RECORDS SUPPLIED START

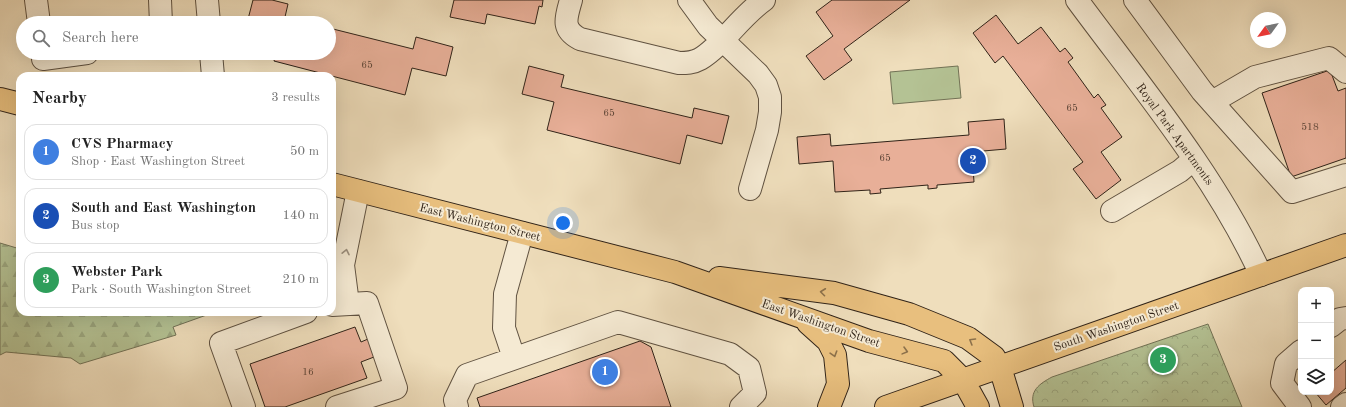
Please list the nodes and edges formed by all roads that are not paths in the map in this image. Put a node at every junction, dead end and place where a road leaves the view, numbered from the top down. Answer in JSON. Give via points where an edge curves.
{"nodes":[{"id":1,"x":36,"y":0,"type":"edge"},
{"id":2,"x":160,"y":0,"type":"edge"},
{"id":3,"x":207,"y":0,"type":"edge"},
{"id":4,"x":571,"y":0,"type":"edge"},
{"id":5,"x":689,"y":0,"type":"edge"},
{"id":6,"x":764,"y":0,"type":"edge"},
{"id":7,"x":1078,"y":0,"type":"edge"},
{"id":8,"x":1135,"y":0,"type":"edge"},
{"id":9,"x":38,"y":16,"type":"edge"},
{"id":10,"x":161,"y":16,"type":"edge"},
{"id":11,"x":208,"y":16,"type":"edge"},
{"id":12,"x":722,"y":39,"type":"junction"},
{"id":13,"x":56,"y":60,"type":"edge"},
{"id":14,"x":212,"y":60,"type":"edge"},
{"id":15,"x":42,"y":63,"type":"edge"},
{"id":16,"x":213,"y":72,"type":"edge"},
{"id":17,"x":1346,"y":72,"type":"edge"},
{"id":18,"x":0,"y":99,"type":"edge"},
{"id":19,"x":1212,"y":102,"type":"junction"},
{"id":20,"x":16,"y":103,"type":"edge"},
{"id":21,"x":1194,"y":160,"type":"junction"},
{"id":22,"x":1346,"y":175,"type":"edge"},
{"id":23,"x":336,"y":185,"type":"edge"},
{"id":24,"x":750,"y":189,"type":"dead end"},
{"id":25,"x":358,"y":190,"type":"junction"},
{"id":26,"x":1112,"y":211,"type":"dead end"},
{"id":27,"x":522,"y":232,"type":"junction"},
{"id":28,"x":1346,"y":245,"type":"edge"},
{"id":29,"x":675,"y":272,"type":"junction"},
{"id":30,"x":1261,"y":275,"type":"junction"},
{"id":31,"x":340,"y":305,"type":"edge"},
{"id":32,"x":295,"y":316,"type":"edge"},
{"id":33,"x":799,"y":316,"type":"junction"},
{"id":34,"x":1346,"y":318,"type":"edge"},
{"id":35,"x":1334,"y":324,"type":"edge"},
{"id":36,"x":1298,"y":354,"type":"edge"},
{"id":37,"x":514,"y":358,"type":"junction"},
{"id":38,"x":1000,"y":367,"type":"junction"},
{"id":39,"x":963,"y":380,"type":"junction"},
{"id":40,"x":1346,"y":404,"type":"edge"},
{"id":41,"x":244,"y":407,"type":"edge"},
{"id":42,"x":337,"y":407,"type":"edge"},
{"id":43,"x":457,"y":407,"type":"edge"},
{"id":44,"x":741,"y":407,"type":"edge"},
{"id":45,"x":829,"y":407,"type":"edge"},
{"id":46,"x":886,"y":407,"type":"edge"},
{"id":47,"x":978,"y":407,"type":"edge"},
{"id":48,"x":1012,"y":407,"type":"edge"},
{"id":49,"x":1300,"y":407,"type":"edge"},
{"id":50,"x":1342,"y":407,"type":"edge"}],
"edges":[{"from":1,"to":9,"type":"lane"},
{"from":2,"to":10,"type":"lane"},
{"from":3,"to":11,"type":"lane"},
{"from":4,"to":12,"type":"lane","via":[[566,25],[570,34],[580,39],[687,64],[699,60]]},
{"from":5,"to":12,"type":"lane","via":[[708,26]]},
{"from":6,"to":12,"type":"lane","via":[[751,9]]},
{"from":7,"to":21,"type":"lane","name":"Royal Park Apartments"},
{"from":8,"to":19,"type":"lane"},
{"from":12,"to":24,"type":"lane","via":[[758,74],[766,85],[770,97],[767,130]]},
{"from":13,"to":15,"type":"lane"},
{"from":14,"to":16,"type":"lane"},
{"from":17,"to":19,"type":"lane","via":[[1328,58],[1255,77]]},
{"from":18,"to":20,"type":"main road"},
{"from":19,"to":22,"type":"lane","via":[[1292,192]]},
{"from":21,"to":26,"type":"lane"},
{"from":21,"to":30,"type":"lane","name":"Royal Park Apartments","via":[[1239,229]]},
{"from":23,"to":25,"type":"main road","name":"East Washington Street"},
{"from":25,"to":27,"type":"main road","name":"East Washington Street"},
{"from":31,"to":25,"type":"lane","one_way":true,"via":[[343,265]]},
{"from":27,"to":29,"type":"main road","name":"East Washington Street"},
{"from":27,"to":37,"type":"lane","via":[[505,294],[504,328]]},
{"from":28,"to":30,"type":"main road","name":"South Washington Street"},
{"from":29,"to":33,"type":"main road","name":"East Washington Street"},
{"from":38,"to":29,"type":"main road","name":"East Washington Street","one_way":true,"via":[[994,357],[968,338],[909,314],[834,293]]},
{"from":30,"to":38,"type":"main road","name":"South Washington Street"},
{"from":31,"to":42,"type":"lane","via":[[367,303],[396,388]]},
{"from":32,"to":41,"type":"lane","via":[[221,343]]},
{"from":33,"to":39,"type":"main road","name":"East Washington Street","one_way":true,"via":[[869,341],[944,361]]},
{"from":33,"to":45,"type":"main road","one_way":true,"via":[[828,341],[835,355],[838,384]]},
{"from":34,"to":35,"type":"lane"},
{"from":36,"to":49,"type":"lane","via":[[1286,364],[1282,383]]},
{"from":37,"to":43,"type":"lane","via":[[467,375],[456,400]]},
{"from":37,"to":44,"type":"lane","via":[[618,322],[730,354],[750,368],[755,393]]},
{"from":38,"to":39,"type":"main road","name":"South Washington Street"},
{"from":38,"to":48,"type":"main road"},
{"from":39,"to":46,"type":"main road","name":"South Washington Street"},
{"from":39,"to":47,"type":"main road","name":"East Washington Street"},
{"from":40,"to":50,"type":"lane"}]}
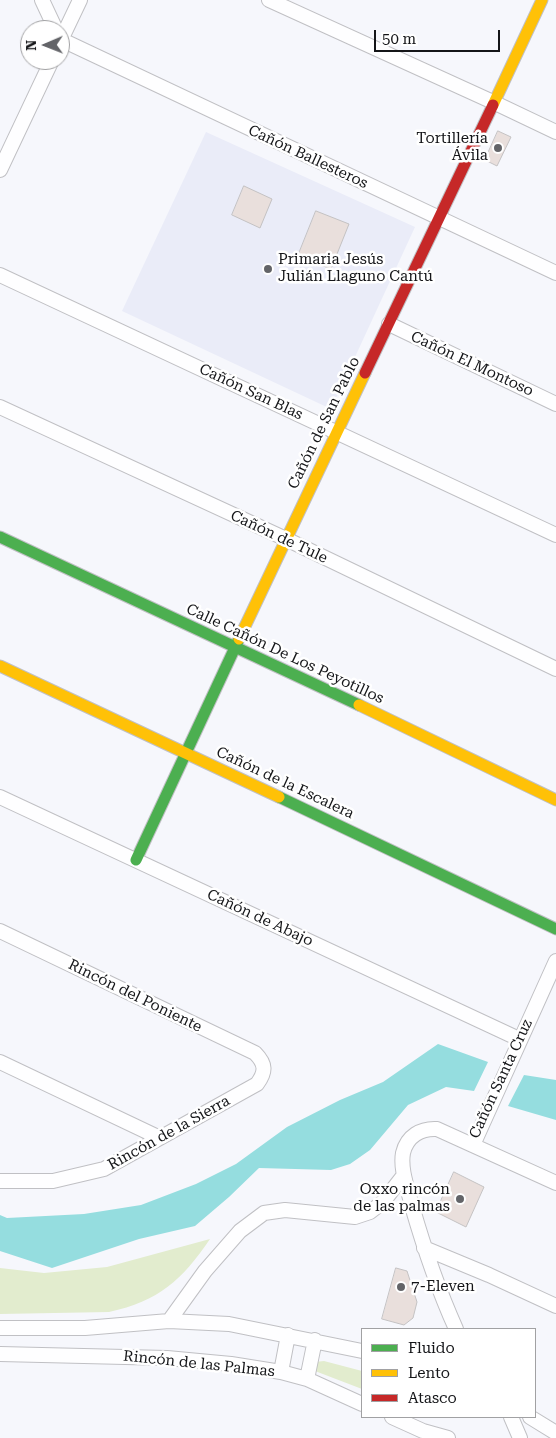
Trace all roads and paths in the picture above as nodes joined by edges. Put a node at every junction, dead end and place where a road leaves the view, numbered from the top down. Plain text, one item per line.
1 (42, 0) edge
2 (80, 0) edge
3 (269, 0) edge
4 (542, 0) edge
5 (51, 20) edge
6 (69, 20) edge
7 (70, 43) edge
8 (47, 70) edge
9 (493, 102) junction
10 (556, 132) edge
11 (0, 170) edge
12 (438, 218) junction
13 (556, 273) edge
14 (0, 275) edge
15 (389, 324) junction
16 (556, 404) edge
17 (0, 407) edge
18 (336, 432) junction
19 (556, 535) edge
20 (0, 537) edge
21 (286, 540) junction
22 (235, 646) junction
23 (0, 666) edge
24 (556, 669) edge
25 (187, 753) junction
26 (0, 797) edge
27 (556, 800) edge
28 (136, 860) junction
29 (556, 929) edge
30 (0, 931) edge
31 (556, 961) edge
32 (519, 1039) junction
33 (0, 1062) edge
34 (264, 1067) joint
35 (160, 1138) junction
36 (473, 1145) junction
37 (404, 1175) junction
38 (0, 1181) edge
39 (556, 1183) edge
40 (424, 1248) junction
41 (556, 1306) edge
42 (169, 1321) junction
43 (0, 1328) edge
44 (456, 1328) edge
45 (288, 1335) junction
46 (315, 1340) junction
47 (361, 1351) edge
48 (0, 1354) edge
49 (281, 1372) junction
50 (306, 1379) junction
51 (361, 1404) edge
52 (394, 1418) edge
53 (511, 1418) edge
54 (532, 1418) edge
55 (556, 1433) edge
56 (448, 1438) edge
57 (520, 1438) edge

1 - 5 street
2 - 6 street
3 - 9 street
4 - 9 street, Cañón de San Pablo
7 - 12 street, Cañón Ballesteros
8 - 11 street
9 - 10 street
9 - 12 street, Cañón de San Pablo
12 - 13 street, Cañón Ballesteros
12 - 15 street, Cañón de San Pablo
14 - 18 street, Cañón San Blas
15 - 16 street, Cañón El Montoso
15 - 18 street, Cañón de San Pablo
17 - 21 street, Cañón de Tule
18 - 19 street, Cañón San Blas
18 - 21 street, Cañón de San Pablo
20 - 22 street, Calle Cañón De Los Peyotillos
21 - 22 street, Cañón de San Pablo
21 - 24 street, Cañón de Tule
22 - 25 street, Cañón de San Pablo
22 - 27 street, Calle Cañón De Los Peyotillos
23 - 25 street, Cañón de la Escalera
25 - 28 street, Cañón de San Pablo
25 - 29 street, Cañón de la Escalera
26 - 28 street, Cañón de Abajo
28 - 32 street, Cañón de Abajo
30 - 34 street, Rincón del Poniente
31 - 32 street, Cañón Santa Cruz
32 - 36 street, Cañón Santa Cruz
33 - 35 street
34 - 35 street, Rincón de la Sierra
35 - 38 street, Rincón de la Sierra
36 - 37 street, Cañón Santa Cruz
36 - 39 street
37 - 40 street, Cañón Santa Cruz
37 - 42 street
40 - 41 street
40 - 44 street, Cañón Santa Cruz
42 - 43 street, Rincón de las Palmas
42 - 45 street, Rincón de las Palmas
45 - 46 street, Rincón de las Palmas
45 - 49 street
46 - 47 street, Rincón de las Palmas
46 - 50 street
48 - 49 street, Rincón de las Palmas
49 - 50 street, Rincón de las Palmas
50 - 51 street, Rincón de las Palmas
52 - 56 street
53 - 57 street
54 - 55 street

RECORDS SUPPLIED END

◆ WORK TO BE COMPLETED
Using the records above, filter out every line that lacks the string "Blas" and copy the rest.

◆ WRITTEN ANSWER
14 - 18 street, Cañón San Blas
18 - 19 street, Cañón San Blas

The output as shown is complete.